The physicochemical analysis of parageneses, which is based on the method of thermodynamic potentials, has been applied to study the organic compounds of the system C-H-O, in particular the components of the biomimetically constructed cycles of chemoautotrophic fixation of carbon dioxide, e.g., the reducing cycle of citric acid, 3-hydroxypropionate cycle, and acetyl-CoA pathway. The thermodynamic analysis of the redox mode at different pressures and temperatures has allowed one to isolate a hydrocarbon-organic system capable to independently generate acetate and succinate upon oxidation of deep hydrothermal hydrocarbon fluids emerging on the sea surface.
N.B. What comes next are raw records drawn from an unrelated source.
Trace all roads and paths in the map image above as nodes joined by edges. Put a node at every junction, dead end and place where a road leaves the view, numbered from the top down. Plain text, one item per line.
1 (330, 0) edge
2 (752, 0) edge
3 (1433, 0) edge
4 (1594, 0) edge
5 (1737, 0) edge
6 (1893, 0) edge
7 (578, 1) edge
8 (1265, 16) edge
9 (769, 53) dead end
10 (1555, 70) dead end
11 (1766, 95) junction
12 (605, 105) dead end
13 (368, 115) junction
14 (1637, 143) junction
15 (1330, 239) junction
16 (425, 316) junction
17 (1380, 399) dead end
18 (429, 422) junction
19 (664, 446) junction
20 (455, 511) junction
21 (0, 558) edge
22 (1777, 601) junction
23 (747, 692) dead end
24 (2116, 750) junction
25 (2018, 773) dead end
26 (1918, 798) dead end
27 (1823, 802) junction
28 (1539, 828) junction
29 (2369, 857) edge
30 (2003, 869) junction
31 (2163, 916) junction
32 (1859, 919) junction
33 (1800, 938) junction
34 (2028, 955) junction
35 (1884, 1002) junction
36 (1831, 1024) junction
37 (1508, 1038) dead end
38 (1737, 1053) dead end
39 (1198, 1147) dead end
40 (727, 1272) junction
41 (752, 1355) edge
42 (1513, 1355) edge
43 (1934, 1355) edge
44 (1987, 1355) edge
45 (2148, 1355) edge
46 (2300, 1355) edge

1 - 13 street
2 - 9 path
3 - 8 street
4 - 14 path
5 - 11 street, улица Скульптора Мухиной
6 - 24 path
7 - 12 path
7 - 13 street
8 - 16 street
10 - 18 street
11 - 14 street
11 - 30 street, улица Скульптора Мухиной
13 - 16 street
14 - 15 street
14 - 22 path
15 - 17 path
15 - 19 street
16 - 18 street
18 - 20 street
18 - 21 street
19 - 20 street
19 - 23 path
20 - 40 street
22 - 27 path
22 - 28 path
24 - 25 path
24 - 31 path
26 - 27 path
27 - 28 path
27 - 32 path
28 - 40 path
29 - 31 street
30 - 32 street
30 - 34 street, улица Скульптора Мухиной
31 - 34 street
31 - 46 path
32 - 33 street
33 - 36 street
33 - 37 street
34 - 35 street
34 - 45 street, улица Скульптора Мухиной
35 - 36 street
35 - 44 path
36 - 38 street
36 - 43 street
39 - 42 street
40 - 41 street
The area of thermodynamic stability (facies) of the hydrothermal system has been determined, which corresponds to the conditions of generation and self-organization of the components of archaic fixation of CO2. A unified system of archaic fixation of CO2 as a combination of the reducing cycle of citric acid, 3-hydroxypropionate cycle, and acetyl-CoA pathway has been proposed, which contains a succinate-fumarate core capable of switching the electron stream in the forward or reverse direction, depending on the redox potential of the surrounding geochemical environment. The geochemical redox mode, which depends on temperature, the structure of a hydrothermal fluid, and the mineral environment, determines the stability of the components of the archaic fixation of CO2 in paragenesis with hydrocarbons and the probability of the self-organization of the cycle.